I've run into a bit of a problem with a Regex I'm using for humans names.
$rexName = '/^[a-z' -]$/i';
Suppose a user with the name Jürgen wishes to register? Or Böb? That's pretty commonplace in Europe. Is there a special notation for this?
EDIT:, just threw the Jürgen name against a regex creator, and it splits the word up at the ü letter...
http://www.txt2re.com/index.php3?s=J%FCrgen+Blalock&submit=Show+Matches
EDIT2: Allright, since checking for such specific things is hard, why not use a regex that simply checks for illegal characters?
$rexSafety = "/^[^<,\"@/{}()*$%?=>:|;#]*$/i";
(now which ones of these can actually be used in any hacking attempt?)
For instance. This allows ' and - signs, yet you need a ; to make it work in SQL, and those will be stopped.Any other characters that are commonly used for HTML injection of SQL attacks that I'm missing?
I would really say : don't try to validate names : one day or another, your code will meet a name that it thinks is "wrong"... And how do you think one would react when an application tells him "your name is not valid" ?
Depending on what you really want to achieve, you might consider using some kind of blacklist / filters, to exclude the "not-names" you thought about : it will maybe let some "bad-names" pass, but, at least, it shouldn't prevent any existing name from accessing your application.
Here are a few examples of rules that come to mind :
"~{()}@^$%?;:/*§£ø
and probably some othersYes, this is not perfect ; and yes, it will let some non-names pass... But it's probably way better for your application than saying someone "your name is wrong" (yes, I insist ^^ )
And, to answer a comment you left under one other answer :
I could just forbid the most command characters for SQL injection and XSS attacks,
About SQL Injection, you must escape your data before sending those to the database ; and, if you always escape those data (you should !), you don't have to care about what users may input or not : as it is escaped, always, there is no risk for you.
Same about XSS : as you always escape your data when ouputting it (you should !), there is no risk of injection ;-)

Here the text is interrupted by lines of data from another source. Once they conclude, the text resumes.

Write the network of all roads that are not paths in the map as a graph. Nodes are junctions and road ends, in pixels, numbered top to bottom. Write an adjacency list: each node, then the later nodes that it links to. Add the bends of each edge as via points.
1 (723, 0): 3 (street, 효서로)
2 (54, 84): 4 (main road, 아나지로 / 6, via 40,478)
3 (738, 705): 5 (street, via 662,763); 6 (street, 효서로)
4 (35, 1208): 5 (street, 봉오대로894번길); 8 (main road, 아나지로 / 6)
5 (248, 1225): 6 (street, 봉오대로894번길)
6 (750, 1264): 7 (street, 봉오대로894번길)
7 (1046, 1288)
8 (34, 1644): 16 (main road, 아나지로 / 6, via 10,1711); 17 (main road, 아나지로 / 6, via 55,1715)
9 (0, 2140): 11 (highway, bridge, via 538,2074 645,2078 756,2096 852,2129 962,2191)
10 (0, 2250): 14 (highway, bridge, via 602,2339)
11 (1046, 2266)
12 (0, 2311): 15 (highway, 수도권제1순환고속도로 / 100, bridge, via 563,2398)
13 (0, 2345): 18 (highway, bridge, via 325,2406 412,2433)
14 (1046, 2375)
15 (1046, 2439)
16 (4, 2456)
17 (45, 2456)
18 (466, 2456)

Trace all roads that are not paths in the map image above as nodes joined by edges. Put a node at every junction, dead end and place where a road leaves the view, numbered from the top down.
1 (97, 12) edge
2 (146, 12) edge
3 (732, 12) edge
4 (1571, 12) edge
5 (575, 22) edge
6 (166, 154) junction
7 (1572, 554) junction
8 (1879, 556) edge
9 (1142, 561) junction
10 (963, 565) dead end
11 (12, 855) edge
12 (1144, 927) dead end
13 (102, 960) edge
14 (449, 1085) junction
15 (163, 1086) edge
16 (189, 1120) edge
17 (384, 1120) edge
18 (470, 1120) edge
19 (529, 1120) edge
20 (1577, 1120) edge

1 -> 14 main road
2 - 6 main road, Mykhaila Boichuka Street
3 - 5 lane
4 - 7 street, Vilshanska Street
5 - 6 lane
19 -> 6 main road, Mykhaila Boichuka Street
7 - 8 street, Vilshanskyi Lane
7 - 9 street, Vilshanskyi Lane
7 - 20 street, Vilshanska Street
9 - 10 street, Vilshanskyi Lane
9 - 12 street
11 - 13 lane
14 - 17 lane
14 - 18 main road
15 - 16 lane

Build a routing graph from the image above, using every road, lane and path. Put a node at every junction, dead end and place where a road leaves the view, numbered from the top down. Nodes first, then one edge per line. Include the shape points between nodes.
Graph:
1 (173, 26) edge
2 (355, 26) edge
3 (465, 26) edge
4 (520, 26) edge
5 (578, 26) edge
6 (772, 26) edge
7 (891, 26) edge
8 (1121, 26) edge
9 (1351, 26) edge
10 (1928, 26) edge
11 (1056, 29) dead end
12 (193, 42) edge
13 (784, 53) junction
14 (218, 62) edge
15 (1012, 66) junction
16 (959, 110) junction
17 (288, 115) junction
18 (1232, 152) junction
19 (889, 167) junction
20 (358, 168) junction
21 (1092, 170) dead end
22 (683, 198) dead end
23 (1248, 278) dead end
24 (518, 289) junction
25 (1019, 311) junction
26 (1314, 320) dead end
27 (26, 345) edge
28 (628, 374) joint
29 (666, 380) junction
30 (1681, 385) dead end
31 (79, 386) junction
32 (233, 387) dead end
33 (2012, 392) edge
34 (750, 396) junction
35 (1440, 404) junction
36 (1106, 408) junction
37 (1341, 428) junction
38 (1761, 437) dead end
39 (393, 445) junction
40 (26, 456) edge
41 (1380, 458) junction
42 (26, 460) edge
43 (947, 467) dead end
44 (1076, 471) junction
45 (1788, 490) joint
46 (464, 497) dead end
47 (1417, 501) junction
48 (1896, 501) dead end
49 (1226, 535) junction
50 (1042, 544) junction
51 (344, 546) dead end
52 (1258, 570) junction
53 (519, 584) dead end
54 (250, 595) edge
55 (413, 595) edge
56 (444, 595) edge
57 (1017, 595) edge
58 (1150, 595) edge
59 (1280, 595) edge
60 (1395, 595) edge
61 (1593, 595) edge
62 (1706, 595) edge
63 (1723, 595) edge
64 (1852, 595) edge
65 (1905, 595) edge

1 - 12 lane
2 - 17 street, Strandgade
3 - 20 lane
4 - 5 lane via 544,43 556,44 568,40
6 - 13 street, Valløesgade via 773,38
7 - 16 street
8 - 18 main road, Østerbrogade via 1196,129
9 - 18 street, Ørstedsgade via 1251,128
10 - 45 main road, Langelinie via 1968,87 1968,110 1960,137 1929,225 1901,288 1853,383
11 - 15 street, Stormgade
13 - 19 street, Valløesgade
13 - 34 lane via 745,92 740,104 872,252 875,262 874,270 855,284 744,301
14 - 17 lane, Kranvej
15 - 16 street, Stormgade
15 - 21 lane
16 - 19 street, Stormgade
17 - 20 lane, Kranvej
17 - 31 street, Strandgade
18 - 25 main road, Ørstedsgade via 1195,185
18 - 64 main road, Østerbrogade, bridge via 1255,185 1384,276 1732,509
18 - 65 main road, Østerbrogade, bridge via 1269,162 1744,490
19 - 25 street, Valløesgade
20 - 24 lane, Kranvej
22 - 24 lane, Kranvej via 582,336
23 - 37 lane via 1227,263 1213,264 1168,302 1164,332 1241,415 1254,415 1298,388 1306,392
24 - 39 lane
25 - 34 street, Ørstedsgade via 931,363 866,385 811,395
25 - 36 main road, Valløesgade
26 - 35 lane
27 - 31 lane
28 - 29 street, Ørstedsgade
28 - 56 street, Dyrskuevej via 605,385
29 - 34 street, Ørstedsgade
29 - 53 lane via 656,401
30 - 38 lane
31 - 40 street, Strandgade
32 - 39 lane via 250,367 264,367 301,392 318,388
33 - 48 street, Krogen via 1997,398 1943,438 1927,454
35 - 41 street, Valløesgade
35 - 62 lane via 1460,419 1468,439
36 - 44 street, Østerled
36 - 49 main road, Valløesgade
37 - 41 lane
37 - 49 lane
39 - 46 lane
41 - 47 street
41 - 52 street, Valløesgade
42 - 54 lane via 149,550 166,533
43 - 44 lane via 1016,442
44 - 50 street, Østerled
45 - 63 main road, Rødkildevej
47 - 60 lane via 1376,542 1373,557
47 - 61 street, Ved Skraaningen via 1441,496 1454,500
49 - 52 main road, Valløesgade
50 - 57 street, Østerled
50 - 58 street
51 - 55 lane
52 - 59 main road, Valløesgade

EDIT : if you just use that regex like that, it will not work quite well :
The following code :
$rexSafety = "/^[^<,\"@/{}()*$%?=>:|;#]*$/i";
if (preg_match($rexSafety, 'martin')) {
var_dump('bad name');
} else {
var_dump('ok');
}
Will get you at least a warning :
Warning: preg_match() [function.preg-match]: Unknown modifier '{'
You must escape at least some of those special chars ; I'll let you dig into PCRE Patterns for more informations (there is really a lot to know about PCRE / regex ; and I won't be able to explain it all)
If you actually want to check that none of those characters is inside a given piece of data, you might end up with something like that :
$rexSafety = "/[\^<,\"@\/\{\}\(\)\*\$%\?=>:\|;#]+/i";
if (preg_match($rexSafety, 'martin')) {
var_dump('bad name');
} else {
var_dump('ok');
}
(This is a quick and dirty proposition, which has to be refined!)
This one says "OK" (well, I definitly hope my own name is ok!)
And the same example with some specials chars, like this :
$rexSafety = "/[\^<,\"@\/\{\}\(\)\*\$%\?=>:\|;#]+/i";
if (preg_match($rexSafety, 'ma{rtin')) {
var_dump('bad name');
} else {
var_dump('ok');
}
Will say "bad name"
But please note I have not fully tested this, and it probably needs more work ! Do not use this on your site unless you tested it very carefully !
Also note that a single quote can be helpful when trying to do an SQL Injection... But it is probably a character that is legal in some names... So, just excluding some characters might no be enough ;-)